What we describe as our personality or its precursor, our temperament, is determined even before we are born, through our genetic make-up. However, our interactions with the environment play a major role in how these characteristics develop. Thus, both nature and nurture appear to be important in determining who we become.
For a child, a major portion of these social interactions will be with their parents. Decades of research has shown that children who have a secure attachment tend to be more confident in who they are and in their interactions with others.
When parents are responsive to their children when they are in distress and in need of comforting, protection and dealing with their feelings, a child feels secure. If the parents themselves are unable to control and deal with their own feelings, they become reactive and may respond according to their own needs instead of the children’s. Thus, controlling our emotions as parents and being aware of our own emotions is extremely important.

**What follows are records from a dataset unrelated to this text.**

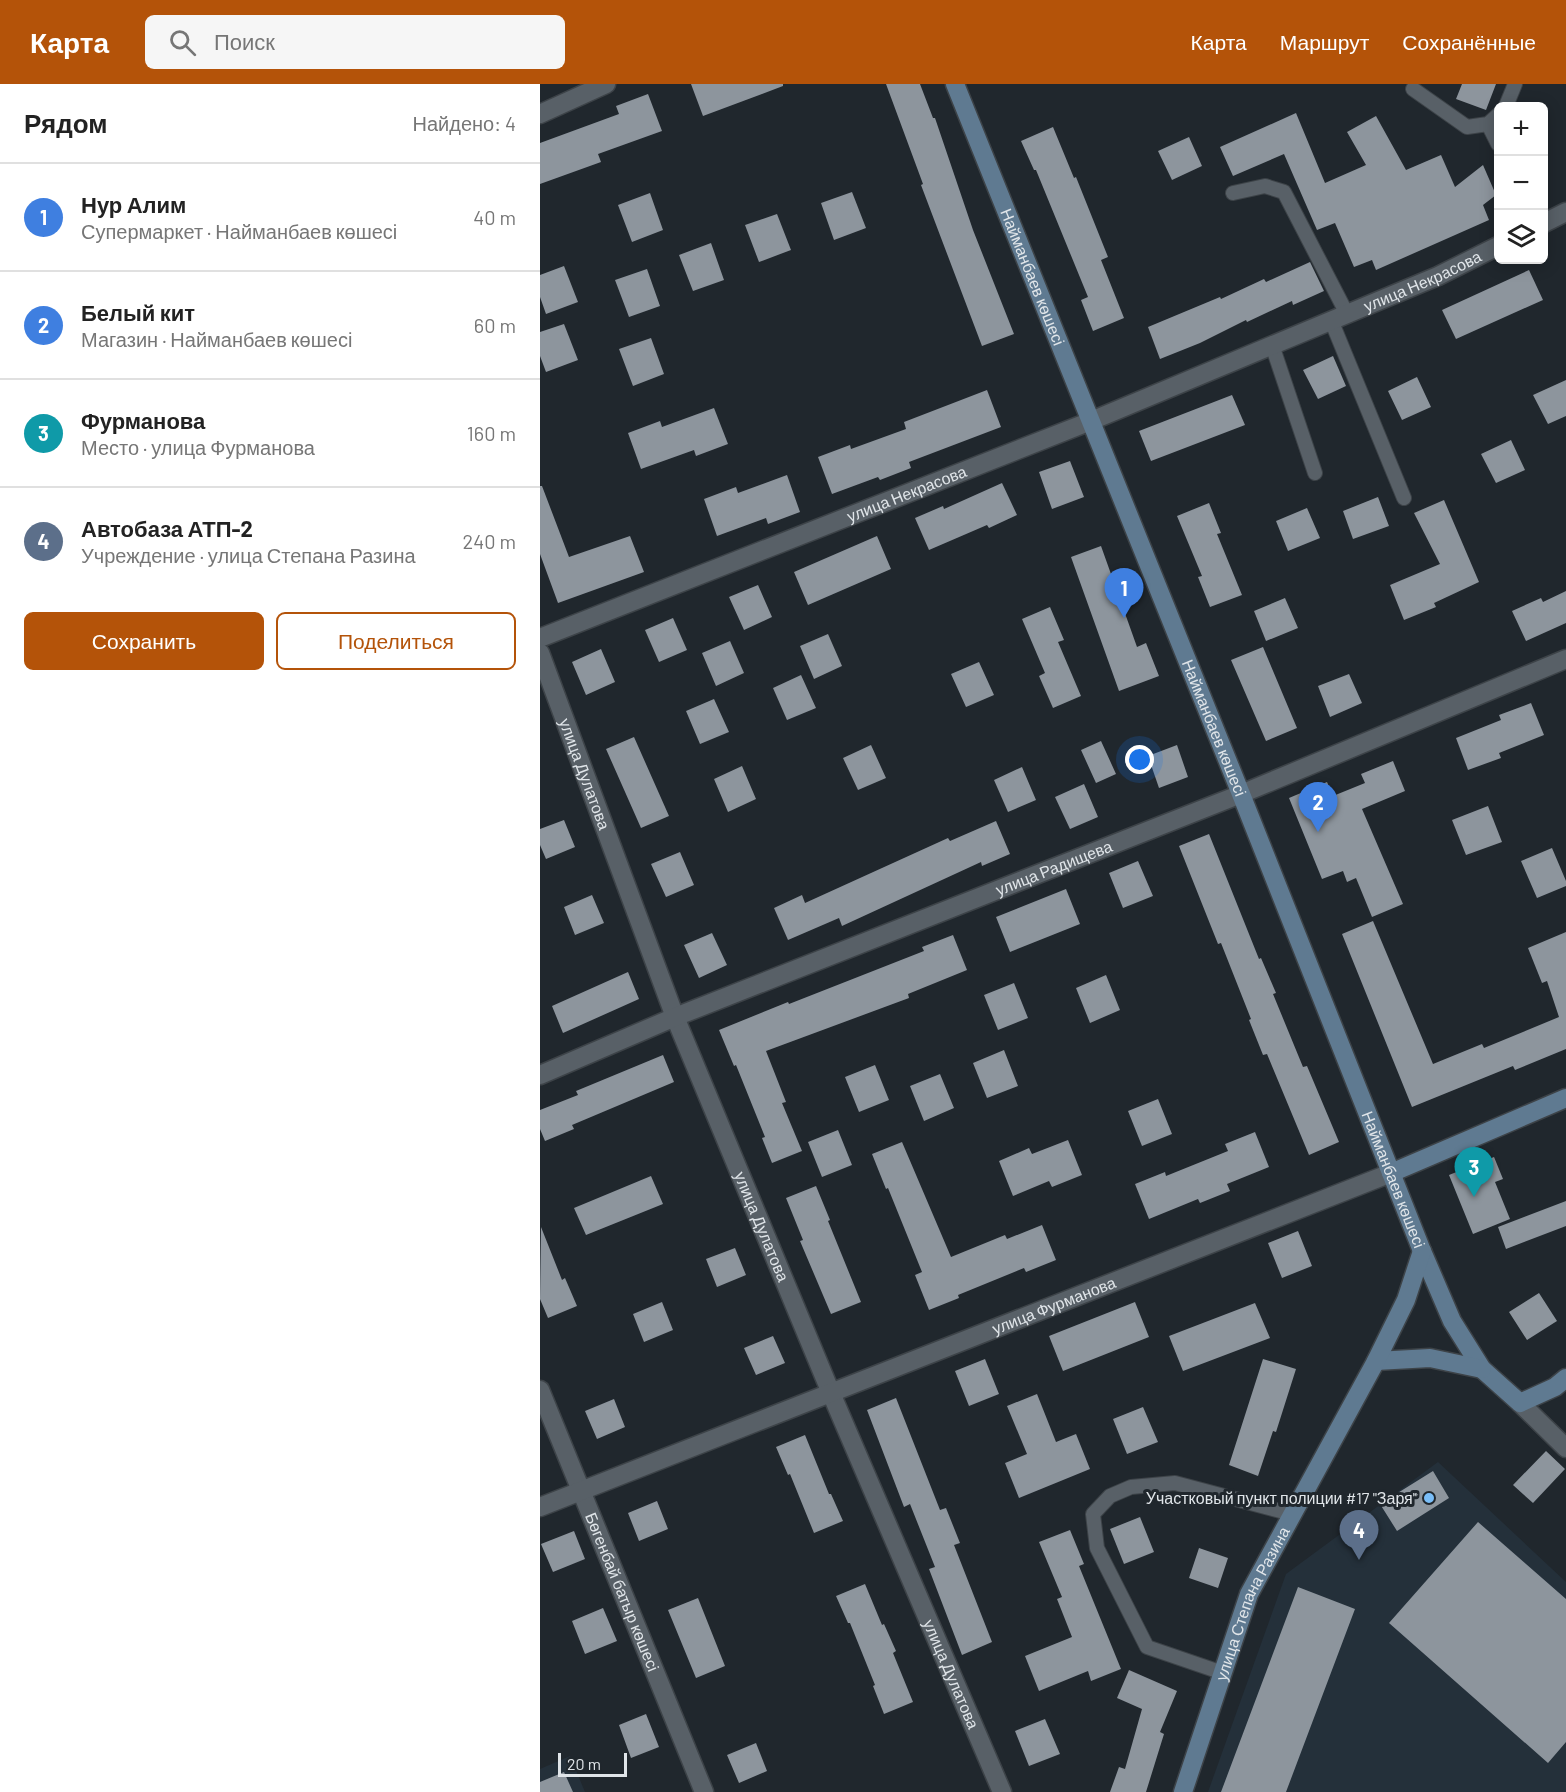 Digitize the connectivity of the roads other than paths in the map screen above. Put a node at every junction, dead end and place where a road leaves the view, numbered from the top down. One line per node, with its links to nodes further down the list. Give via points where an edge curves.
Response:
1 (606, 84): 6 (street)
2 (956, 84): 14 (main road, Найманбаев көшесі)
3 (1515, 84): 5 (lane)
4 (1413, 89): 7 (lane, via 1467,127)
5 (1508, 102)
6 (540, 114)
7 (1493, 119)
8 (1233, 193): 12 (lane, улица Некрасова, via 1265,186 1284,192)
9 (1566, 212): 10 (street)
10 (1548, 221)
11 (1494, 248): 12 (street, улица Некрасова)
12 (1339, 317): 13 (street, улица Некрасова); 16 (lane, улица Некрасова)
13 (1272, 345): 14 (street, улица Некрасова); 15 (lane)
14 (1091, 420): 17 (street, улица Некрасова); 20 (main road, Найманбаев көшесі)
15 (1314, 474)
16 (1404, 498)
17 (540, 638)
18 (540, 653): 21 (street, улица Дулатова)
19 (1566, 659): 20 (street, улица Радищева)
20 (1241, 794): 21 (street, улица Радищева); 24 (main road, Найманбаев көшесі)
21 (675, 1017): 22 (street, улица Радищева); 30 (street, улица Дулатова)
22 (540, 1075)
23 (1566, 1098): 24 (main road, улица Фурманова)
24 (1391, 1173): 25 (main road, Найманбаев көшесі); 30 (street, улица Фурманова)
25 (1422, 1251): 26 (main road, улица Степана Разина, via 1406,1300); 27 (main road, Найманбаев көшесі, via 1452,1321)
26 (1376, 1361): 27 (main road, via 1430,1358); 35 (main road, улица Степана Разина)
27 (1482, 1369): 31 (main road)
28 (1566, 1378): 31 (main road)
29 (540, 1390): 33 (street, Бөгенбай батыр көшесі)
30 (831, 1393): 33 (street, улица Фурманова); 38 (street, улица Дулатова)
31 (1520, 1403): 32 (street)
32 (1566, 1448)
33 (580, 1492): 34 (street, улица Фурманова); 37 (street, Бөгенбай батыр көшесі)
34 (540, 1507)
35 (1292, 1514): 36 (main road, улица Степана Разина, via 1250,1594); 36 (lane, via 1174,1483 1131,1487 1110,1496 1093,1514 1097,1548 1147,1647)
36 (1223, 1674): 39 (main road, улица Степана Разина)
37 (704, 1792)
38 (1002, 1792)
39 (1183, 1792)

Understanding the cues of the child and knowing what the child really needs is also imperative. For instance, protecting a child when he or she wants to explore something or is being deliberately naughty will not be helpful. Watching anxiously over a child is not likely to give the child a sense of security or confidence!
This theory also suggests that whenever possible, we as parents should follow the child’s lead. We should not only be responsive to the child when necessary but take charge, so that the child does not have to take charge of situations by himself or herself. Both aspects are needed for a child to feel secure.
When a child feels secure, the part of their brains involved in social and emotional development benefits in the best possible way. These templates of our early interactions become the foundation of how we interact with others. Children with such experiences learn to be responsive and empathetic towards others in a healthy way.
For older children, being given plenty of opportunities to interact socially is needed. Parents displaying the same social qualities they want their children to have is also important. After all, many parents will have experienced how children pick up on how they respond to situations and start responding the same way!
Children can also be affected by setbacks in relationships like losing a best friend, being bullied by peers, or in the case of older adolescents, romantic relationships. Here again, having a supportive network of friends and family to fall back on is helpful. This can help children survive and also thrive, rather than developing a sense of being a victim in social situations.
Again, as the child grows older, the influence of peers increases.
They are also exposed to more complicated social problems. A parent being able to talk to and help their children work through these complex problems is important to their social development. Thus, having the skills to disentangle oneself from a peer group engaging in bad behaviour and knowing how to do this without being a victim or hurting the feelings of others is as important as being able to solve a complicated mathematical issue!